Re: Savanna mammals

On Jan 20, 10:59 pm, Marc Verhaegen <m_verhae...@xxxxxxxxx> wrote:


I'm not interested in just-so opinions, I'm interested in serious arguments.

Aquatic Ape (non)Theory: Comments on a Recent Guest Lecture
by
Cameron M. Smith
PhD, Department of Archaeology
"If you were among the unfortunate crowd who spent a good amount of
time listening to visiting lecturer Elaine Morgan recently,
regarding the 'Aquatic Ape Theory', be advised of the following
points.
1. Aquatic Ape Theory has been scientifically reviewed, and, despite
what was presented at this lecture, it has been found to be severely
wanting. AAT is not a 'credible alternative theory'; it is what is
known as a post-hoc accommodative argument. Strictly speaking AAT does
not really have a coherent body of theory, only a few disassociated
(non)explanations for a few biological characteristics of the genus
Homo. People should be aware that AAT is NOT 'mainstream' or 'a viable
alternative' as claimed at the lecture.

2. AAT is poorly regarded because it is a poor explanatory device. It
is poorly regarded because it has been examined and found to be
invalid. It is not poorly regarded because of some scientific cover-up
or paranoia. It is not poorly regarded because scientists cannot
accept change. Scientific knowledge does change, all the time, and it
has been pointed out that science is the worst place to try to hide
anything because fraud will be exposed through experiment. AAT is
simply a theory that has been evaluated (and ditched) by most serious
anthropologists.

3. The presentation on 14 October is an embarrassment to Simon Fraser
University, and the sponsoring hosts. How this pop/crypto/science
'theory' was given equal billing with real research efforts is beyond
me. The fact that the 'theory' was included in a series of lectures
dealing with darwinian processes (The Institute of Humanities' 'Old
Minds and Bodies in New Worlds: A Darwinian Perspective on Our Past,
Present and Future' lectures) is a travesty, as AAT crumbles when
examined for internal darwinian logic. Unfortunately, having the
speaker lecture on AAT was akin to having SFU sponsor Erich von
Daniken to speak about spaceship depictions in Maya tombs.
Here's a point to consider when evaluating AAT. I did not learn this
point from some academic overlord with an anti-AAT agenda; I learned
it while trying to avoid becoming crocodile food in Africa. When I
spent several months with a team at Lake Turkana, Kenya, investigating
some of the most important early hominid sites in the world, one of
our overriding concerns -- while swimming, bathing, or catching fish
with a net -- was to watch out for crocodiles in the shallows.
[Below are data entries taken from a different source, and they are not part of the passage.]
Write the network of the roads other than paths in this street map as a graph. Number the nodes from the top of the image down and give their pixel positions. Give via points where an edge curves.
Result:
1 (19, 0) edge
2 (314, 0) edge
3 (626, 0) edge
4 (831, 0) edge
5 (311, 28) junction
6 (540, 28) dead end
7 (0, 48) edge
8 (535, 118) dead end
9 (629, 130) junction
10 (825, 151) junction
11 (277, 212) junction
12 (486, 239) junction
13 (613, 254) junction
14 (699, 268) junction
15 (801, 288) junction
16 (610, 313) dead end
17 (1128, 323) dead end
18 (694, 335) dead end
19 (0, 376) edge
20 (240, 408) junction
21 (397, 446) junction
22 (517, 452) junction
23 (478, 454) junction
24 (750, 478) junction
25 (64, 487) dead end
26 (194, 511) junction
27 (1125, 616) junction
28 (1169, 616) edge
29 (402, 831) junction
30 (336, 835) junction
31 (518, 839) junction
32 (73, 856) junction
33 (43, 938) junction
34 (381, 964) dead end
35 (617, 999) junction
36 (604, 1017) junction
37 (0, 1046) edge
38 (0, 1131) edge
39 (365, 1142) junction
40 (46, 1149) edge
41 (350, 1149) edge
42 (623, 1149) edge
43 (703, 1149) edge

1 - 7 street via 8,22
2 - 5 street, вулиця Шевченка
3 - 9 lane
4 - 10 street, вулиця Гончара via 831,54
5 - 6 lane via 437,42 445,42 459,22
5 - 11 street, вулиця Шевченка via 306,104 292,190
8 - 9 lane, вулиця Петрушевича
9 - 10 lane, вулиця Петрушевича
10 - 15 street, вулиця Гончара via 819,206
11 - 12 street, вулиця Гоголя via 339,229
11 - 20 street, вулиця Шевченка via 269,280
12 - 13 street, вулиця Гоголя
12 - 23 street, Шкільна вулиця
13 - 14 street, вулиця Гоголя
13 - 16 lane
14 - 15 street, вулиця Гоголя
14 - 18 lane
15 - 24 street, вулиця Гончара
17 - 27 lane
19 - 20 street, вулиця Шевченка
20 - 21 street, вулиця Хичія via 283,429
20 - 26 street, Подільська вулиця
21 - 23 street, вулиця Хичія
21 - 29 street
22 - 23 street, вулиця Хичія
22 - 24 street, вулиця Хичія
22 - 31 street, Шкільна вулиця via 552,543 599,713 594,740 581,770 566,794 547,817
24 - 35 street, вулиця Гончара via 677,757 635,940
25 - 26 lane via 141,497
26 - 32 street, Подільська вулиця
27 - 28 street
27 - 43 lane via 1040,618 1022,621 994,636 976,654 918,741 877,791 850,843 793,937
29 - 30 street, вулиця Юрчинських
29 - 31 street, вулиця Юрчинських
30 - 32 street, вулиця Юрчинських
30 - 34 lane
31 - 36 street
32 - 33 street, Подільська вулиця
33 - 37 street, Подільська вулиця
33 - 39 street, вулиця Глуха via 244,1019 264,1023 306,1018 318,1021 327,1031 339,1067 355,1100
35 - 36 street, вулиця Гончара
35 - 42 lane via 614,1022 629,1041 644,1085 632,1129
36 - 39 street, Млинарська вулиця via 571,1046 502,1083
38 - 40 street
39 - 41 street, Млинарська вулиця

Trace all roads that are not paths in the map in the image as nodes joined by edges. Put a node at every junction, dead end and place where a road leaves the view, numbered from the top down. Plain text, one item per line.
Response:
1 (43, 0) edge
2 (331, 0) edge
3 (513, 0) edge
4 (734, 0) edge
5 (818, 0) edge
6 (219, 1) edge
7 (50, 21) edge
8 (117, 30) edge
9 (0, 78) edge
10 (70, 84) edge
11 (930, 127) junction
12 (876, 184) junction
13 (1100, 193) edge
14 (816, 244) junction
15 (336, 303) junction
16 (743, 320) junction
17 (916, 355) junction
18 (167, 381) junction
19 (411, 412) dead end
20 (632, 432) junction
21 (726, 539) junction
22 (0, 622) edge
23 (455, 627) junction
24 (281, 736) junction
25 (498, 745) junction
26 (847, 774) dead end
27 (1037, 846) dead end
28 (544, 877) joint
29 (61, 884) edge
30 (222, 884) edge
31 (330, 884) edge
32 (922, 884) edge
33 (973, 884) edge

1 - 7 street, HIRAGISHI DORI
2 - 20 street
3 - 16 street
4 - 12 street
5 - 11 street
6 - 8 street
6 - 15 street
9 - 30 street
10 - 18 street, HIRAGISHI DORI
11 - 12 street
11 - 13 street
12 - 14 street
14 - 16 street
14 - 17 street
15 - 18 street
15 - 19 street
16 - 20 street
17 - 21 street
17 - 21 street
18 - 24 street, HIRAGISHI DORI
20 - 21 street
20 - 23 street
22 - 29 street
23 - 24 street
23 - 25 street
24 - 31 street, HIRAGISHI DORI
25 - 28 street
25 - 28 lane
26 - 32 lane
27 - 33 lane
A croc
can be on you, crush your legs in its jaws, and drag you under to
drown before you have time to screech for help.
The fact that crocodiles co-existed in time and space with early
hominids is a colossal blow to AAT, which does not explain what
advantages early humans would have gained by spending time in
crocodile-populated waters; an environment where they could not make
fires, throw stones or sticks, use other tools, or have any hope
whatever of escaping the most common predator. A troop of early
hominids wading in a lakeshore or swampy forest would best be
described as a crocodile banquet. The cute, feel-good images of babies
swimming freely in a pool, shown in the AAT video, have nothing to do
with the real situation of predator avoidance in Africa. Ask the
Dasenich or Turkana people who live around Lake Turkana: only visiting
maniacs swim in that lake.
There's much else to say, but I have a 650-word limit. Please keep in
mind, the 'savanna hypothesis' has indeed been largely abandoned, but
that does NOT validate AAT a priori. Neither is AAT validated because
of the common sentiment that 'it is someone's opinion, and everyone is
entitled to an opinion'. Opinion is not the same thing as scientific
theory.
The damage of this lecture was to those who came to the lecture
expecting, and possibly believing, that AAT was a viable body of
theory. It is not, and it does not deserve that label."
Cheers,
Cameron M. Smith



Bramble and Lieberman (2004), in a much-discussed review article in Nature,
cite a number of derived Homo features they claim to be adaptations for more
efficient endurance running in arid, open habitats.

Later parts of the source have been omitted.